Incorporated in 1868, The U.S. Securities and Exchange Commission (SEC) regulates the financial markets by promulgating rules and regulations pertaining to the issue and sale of securities, such as stocks and bonds, to protect public from fraudulent schemes. The SEC also presides over the disclosure requirements of publicly-traded companies. A critical portion of securities regulation deals with equity capital maintenance.
Under the SECs General Rules and Regulations, companies must maintain a certain level of equity capital by allocating or issuing shares regularly or annually. This way, companies keep their equity capital base value consistent.
There are two primary types of equity capital maintenance: annual and cumulative. In the annual method, companies can issue and allocate shares in a certain amount each year to maintain their equity capital base level. This method allows the company to maintain control of its financial resources, as the company can dictate how much capital is required to meet its financial obligations.
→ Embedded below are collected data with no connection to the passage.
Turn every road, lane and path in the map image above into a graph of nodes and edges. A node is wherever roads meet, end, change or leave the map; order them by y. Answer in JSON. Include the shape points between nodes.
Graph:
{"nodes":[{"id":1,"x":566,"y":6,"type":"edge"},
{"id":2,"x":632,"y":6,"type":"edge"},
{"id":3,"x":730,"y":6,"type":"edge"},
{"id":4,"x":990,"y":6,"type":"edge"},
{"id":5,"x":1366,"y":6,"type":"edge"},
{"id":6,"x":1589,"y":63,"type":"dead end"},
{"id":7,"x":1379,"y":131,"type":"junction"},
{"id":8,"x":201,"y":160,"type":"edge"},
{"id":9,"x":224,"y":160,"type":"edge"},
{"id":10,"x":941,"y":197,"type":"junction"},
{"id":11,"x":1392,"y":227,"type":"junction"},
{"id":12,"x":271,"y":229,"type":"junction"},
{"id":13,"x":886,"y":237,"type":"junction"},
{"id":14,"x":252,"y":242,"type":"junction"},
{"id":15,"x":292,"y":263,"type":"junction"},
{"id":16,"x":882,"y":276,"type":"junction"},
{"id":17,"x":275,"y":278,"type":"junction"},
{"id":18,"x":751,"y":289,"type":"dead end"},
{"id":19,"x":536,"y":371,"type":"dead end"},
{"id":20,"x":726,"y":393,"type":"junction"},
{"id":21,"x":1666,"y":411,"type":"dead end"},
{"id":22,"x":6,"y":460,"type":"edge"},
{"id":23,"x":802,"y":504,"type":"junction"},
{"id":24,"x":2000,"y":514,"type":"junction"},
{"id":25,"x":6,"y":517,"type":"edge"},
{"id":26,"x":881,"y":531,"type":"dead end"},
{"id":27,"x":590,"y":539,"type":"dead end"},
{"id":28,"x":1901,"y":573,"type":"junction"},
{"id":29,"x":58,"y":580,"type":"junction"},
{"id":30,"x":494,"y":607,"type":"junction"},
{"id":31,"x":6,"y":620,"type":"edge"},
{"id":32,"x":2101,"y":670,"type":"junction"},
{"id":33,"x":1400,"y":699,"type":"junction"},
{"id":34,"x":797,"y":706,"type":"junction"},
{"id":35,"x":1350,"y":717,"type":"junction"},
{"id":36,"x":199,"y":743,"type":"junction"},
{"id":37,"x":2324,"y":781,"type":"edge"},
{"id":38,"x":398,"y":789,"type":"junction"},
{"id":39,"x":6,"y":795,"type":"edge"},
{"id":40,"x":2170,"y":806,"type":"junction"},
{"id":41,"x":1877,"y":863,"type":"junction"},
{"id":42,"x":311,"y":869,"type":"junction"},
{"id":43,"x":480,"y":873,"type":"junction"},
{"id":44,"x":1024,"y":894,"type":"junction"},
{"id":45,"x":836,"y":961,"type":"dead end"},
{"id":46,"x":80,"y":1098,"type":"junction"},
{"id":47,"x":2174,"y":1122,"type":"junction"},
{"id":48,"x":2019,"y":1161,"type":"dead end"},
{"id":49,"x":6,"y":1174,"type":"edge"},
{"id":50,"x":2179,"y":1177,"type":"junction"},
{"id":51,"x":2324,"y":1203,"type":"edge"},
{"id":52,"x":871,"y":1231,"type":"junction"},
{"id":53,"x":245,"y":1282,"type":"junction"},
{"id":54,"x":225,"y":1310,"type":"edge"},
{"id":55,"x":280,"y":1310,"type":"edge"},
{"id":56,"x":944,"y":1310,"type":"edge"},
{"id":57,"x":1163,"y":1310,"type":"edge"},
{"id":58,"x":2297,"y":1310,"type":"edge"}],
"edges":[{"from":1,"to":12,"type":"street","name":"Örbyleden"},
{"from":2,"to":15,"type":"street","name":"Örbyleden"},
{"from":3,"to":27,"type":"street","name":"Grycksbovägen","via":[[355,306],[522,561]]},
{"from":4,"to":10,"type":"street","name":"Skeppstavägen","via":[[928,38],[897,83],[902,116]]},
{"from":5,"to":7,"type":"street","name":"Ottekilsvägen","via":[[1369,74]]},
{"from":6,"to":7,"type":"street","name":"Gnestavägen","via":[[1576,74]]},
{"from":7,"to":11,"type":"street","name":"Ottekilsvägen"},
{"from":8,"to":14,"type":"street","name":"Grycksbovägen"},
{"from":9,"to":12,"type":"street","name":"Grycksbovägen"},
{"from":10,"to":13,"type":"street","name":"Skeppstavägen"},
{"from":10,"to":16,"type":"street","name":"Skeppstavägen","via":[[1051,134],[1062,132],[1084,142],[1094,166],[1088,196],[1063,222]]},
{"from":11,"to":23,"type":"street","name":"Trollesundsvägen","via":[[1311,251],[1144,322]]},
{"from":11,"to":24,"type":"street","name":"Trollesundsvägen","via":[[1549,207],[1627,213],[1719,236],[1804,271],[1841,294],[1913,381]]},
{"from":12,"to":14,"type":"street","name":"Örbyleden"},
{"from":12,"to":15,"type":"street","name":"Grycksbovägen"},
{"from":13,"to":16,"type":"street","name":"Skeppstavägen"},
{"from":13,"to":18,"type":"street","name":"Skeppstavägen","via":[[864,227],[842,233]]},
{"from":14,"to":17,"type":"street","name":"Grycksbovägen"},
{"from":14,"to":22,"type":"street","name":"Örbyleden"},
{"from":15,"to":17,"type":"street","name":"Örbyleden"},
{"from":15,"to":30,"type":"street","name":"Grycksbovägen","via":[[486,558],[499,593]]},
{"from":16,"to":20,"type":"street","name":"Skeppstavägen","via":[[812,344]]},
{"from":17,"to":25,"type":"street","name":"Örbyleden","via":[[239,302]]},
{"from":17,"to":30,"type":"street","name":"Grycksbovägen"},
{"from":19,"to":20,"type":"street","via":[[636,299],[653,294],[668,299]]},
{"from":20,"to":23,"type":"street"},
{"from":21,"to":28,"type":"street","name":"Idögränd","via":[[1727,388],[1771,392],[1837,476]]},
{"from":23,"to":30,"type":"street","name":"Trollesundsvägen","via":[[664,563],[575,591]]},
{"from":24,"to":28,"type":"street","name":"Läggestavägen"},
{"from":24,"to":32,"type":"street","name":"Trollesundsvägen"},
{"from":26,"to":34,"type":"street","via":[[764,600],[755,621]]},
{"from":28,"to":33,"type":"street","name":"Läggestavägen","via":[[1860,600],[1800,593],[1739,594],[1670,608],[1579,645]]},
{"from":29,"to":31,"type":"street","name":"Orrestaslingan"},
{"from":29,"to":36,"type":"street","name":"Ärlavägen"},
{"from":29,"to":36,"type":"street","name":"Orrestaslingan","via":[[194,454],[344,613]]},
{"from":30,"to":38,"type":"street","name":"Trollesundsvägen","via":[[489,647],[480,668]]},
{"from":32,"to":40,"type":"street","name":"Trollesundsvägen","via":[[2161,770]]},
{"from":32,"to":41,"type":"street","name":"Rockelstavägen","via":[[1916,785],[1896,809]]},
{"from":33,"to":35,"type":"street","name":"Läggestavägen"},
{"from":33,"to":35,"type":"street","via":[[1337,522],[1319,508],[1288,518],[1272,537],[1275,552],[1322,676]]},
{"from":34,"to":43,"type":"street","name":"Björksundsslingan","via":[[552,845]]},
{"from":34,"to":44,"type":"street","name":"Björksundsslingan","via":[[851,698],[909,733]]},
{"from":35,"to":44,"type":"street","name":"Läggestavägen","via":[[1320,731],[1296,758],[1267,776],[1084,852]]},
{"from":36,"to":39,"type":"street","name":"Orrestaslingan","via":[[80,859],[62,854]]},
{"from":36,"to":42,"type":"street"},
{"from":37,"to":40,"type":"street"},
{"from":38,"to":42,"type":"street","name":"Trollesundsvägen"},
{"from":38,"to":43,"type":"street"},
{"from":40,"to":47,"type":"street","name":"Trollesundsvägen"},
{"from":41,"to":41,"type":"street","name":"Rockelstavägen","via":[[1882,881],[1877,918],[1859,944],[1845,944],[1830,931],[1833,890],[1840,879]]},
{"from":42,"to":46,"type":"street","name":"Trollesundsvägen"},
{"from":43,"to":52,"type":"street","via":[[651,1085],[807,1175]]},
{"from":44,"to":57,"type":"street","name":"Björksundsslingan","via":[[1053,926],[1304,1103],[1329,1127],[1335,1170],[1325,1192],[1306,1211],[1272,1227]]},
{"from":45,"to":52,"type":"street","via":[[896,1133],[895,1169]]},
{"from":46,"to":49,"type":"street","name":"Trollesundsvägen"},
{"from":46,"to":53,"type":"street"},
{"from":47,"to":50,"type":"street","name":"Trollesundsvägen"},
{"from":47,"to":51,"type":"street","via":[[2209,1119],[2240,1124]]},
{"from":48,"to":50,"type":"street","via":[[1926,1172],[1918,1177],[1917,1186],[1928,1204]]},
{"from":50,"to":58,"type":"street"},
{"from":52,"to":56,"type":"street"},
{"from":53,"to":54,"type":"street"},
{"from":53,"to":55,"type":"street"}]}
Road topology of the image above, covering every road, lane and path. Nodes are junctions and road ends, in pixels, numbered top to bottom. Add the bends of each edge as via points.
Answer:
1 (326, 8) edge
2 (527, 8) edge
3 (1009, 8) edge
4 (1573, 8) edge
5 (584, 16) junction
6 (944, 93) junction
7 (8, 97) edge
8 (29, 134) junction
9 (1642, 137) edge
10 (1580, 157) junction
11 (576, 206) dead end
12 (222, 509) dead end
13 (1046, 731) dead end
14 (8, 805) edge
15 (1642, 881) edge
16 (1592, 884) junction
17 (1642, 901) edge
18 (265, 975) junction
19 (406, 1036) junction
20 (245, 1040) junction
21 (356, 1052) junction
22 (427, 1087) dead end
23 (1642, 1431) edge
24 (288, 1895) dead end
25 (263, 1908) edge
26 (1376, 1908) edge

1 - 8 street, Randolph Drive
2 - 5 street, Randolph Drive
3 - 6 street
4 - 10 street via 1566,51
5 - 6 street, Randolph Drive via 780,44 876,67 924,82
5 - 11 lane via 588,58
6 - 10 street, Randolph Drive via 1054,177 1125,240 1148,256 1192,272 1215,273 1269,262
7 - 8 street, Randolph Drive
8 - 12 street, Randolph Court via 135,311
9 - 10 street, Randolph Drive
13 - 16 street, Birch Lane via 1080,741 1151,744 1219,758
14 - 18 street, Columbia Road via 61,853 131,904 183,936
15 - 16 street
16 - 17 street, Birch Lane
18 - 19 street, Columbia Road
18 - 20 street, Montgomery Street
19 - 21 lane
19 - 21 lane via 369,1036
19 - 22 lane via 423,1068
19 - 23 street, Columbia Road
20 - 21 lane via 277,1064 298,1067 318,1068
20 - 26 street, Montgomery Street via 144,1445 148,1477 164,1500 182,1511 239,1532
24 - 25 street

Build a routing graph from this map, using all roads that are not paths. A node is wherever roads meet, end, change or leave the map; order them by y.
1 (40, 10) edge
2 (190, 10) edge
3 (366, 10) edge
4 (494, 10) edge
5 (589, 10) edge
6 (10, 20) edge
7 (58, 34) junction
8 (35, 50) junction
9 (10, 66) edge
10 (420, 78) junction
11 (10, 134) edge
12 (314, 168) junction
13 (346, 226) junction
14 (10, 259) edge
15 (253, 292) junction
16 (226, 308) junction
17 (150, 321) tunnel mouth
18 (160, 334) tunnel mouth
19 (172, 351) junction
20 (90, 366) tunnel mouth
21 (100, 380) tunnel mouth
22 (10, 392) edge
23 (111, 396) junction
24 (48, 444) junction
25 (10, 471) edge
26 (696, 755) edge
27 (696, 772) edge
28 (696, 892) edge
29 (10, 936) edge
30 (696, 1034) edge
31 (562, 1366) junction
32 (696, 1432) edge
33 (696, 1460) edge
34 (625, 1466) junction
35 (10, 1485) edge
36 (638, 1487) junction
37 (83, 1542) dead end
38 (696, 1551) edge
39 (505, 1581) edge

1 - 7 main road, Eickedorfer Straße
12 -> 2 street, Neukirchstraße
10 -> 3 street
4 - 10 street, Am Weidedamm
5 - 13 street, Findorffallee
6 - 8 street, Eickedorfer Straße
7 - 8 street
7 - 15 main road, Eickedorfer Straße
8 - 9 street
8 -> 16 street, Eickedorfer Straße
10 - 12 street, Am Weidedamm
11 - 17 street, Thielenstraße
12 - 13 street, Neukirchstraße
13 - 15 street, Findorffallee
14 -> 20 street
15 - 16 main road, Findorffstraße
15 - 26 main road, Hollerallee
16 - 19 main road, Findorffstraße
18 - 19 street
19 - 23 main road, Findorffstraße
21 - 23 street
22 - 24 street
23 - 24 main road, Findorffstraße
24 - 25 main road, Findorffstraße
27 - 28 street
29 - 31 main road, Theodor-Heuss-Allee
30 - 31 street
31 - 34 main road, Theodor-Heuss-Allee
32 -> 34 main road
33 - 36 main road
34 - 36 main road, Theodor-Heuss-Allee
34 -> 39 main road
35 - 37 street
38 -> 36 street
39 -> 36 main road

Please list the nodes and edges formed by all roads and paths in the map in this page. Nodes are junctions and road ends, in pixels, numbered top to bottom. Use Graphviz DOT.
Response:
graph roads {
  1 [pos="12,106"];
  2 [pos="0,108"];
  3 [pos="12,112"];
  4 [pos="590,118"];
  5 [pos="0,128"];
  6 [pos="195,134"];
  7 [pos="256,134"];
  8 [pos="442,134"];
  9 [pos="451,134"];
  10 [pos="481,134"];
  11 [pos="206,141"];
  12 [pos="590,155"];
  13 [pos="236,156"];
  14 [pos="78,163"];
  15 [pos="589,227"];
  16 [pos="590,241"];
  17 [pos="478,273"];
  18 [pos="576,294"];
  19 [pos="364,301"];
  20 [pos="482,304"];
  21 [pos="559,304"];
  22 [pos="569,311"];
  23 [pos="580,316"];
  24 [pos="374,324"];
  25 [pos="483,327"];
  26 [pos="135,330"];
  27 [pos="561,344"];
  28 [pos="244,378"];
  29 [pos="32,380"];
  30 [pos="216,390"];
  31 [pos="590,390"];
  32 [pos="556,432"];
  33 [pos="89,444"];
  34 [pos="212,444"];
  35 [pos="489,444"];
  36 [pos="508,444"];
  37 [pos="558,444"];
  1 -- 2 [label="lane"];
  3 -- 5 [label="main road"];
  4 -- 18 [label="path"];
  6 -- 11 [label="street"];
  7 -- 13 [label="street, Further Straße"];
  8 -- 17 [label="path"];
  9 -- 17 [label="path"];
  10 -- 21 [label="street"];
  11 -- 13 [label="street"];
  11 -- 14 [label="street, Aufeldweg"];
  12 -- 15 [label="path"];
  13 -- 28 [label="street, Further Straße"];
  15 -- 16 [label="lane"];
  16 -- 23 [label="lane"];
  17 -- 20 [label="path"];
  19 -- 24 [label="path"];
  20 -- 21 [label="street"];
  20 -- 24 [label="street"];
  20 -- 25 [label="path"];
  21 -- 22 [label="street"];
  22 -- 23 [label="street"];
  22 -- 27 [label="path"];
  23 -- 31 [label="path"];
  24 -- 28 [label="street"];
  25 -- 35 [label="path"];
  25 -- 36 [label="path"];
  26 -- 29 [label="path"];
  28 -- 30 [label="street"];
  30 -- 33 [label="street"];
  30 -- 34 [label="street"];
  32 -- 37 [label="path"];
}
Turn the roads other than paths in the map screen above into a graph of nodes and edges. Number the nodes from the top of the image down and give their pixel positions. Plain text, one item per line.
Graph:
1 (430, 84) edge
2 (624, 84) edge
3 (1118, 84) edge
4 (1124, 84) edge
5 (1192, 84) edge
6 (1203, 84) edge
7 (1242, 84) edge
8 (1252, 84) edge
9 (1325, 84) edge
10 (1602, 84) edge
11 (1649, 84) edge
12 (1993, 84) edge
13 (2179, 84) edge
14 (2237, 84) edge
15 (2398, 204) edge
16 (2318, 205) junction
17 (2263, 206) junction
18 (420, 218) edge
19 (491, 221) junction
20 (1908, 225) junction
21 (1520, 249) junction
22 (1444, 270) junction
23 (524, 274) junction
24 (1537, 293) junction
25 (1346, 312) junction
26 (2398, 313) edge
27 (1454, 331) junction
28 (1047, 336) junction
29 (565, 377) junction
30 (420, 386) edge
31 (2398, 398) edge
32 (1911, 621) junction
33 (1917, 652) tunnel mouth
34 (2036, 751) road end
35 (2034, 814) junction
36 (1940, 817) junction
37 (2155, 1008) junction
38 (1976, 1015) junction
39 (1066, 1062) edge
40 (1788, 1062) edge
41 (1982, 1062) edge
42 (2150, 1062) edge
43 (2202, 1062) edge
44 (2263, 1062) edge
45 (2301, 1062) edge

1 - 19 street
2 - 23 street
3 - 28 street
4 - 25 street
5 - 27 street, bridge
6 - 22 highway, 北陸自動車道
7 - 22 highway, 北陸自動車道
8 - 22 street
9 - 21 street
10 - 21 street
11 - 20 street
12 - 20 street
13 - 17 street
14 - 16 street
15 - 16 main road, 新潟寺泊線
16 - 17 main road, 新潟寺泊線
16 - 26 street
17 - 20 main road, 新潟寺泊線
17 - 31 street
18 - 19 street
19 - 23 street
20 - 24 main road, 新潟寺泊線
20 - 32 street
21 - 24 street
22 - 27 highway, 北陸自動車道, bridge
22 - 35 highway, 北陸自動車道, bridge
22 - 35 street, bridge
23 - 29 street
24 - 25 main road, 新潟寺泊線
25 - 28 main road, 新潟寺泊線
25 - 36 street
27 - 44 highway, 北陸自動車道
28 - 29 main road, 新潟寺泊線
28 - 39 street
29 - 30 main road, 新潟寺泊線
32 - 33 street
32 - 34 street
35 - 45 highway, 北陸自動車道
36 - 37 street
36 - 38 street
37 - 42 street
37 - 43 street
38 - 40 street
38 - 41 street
Cumulative equity capital maintenance allows companies to issue and reallocate shares when required to meet the desired level of equity capitalization. This is usually done in response to a demand for additional capital from markets or other stakeholders.
The main purpose of equity capital maintenance is to sustain the same level of equities at all times. If companies fail to allocate and issue appropriate amounts of new shares and maintain the same level of equity capital in the long-term, they will not be able to finance strategic projects, sustain growth and develop financially.
To ensure that companies meet their obligations to maintain the same level of equity capital, the SEC and various stock exchanges, such as the NYSE, NASDAQ and AMEX, regulate the issuance and sale of securities. Companies must comply with certain disclosure requirements and obtain approval from these exchanges, before they can issue or reallocate shares.
In summary, equity capital maintenance is a crucial financial strategy for companies, which enables them to attract equity or debt capital from the markets. It helps in meeting a companys goals of expanding its operations, repaying its debt, conserving cash and increasing its tangible net worth. Moreover, with appropriate equity capital maintenance, companies can also maintain a certain level of equity capital at all times. The SEC and stock exchanges regulate the disclosure requirements when issuing and reallocating shares, making it important that companies comply with the relevant rules and regulations.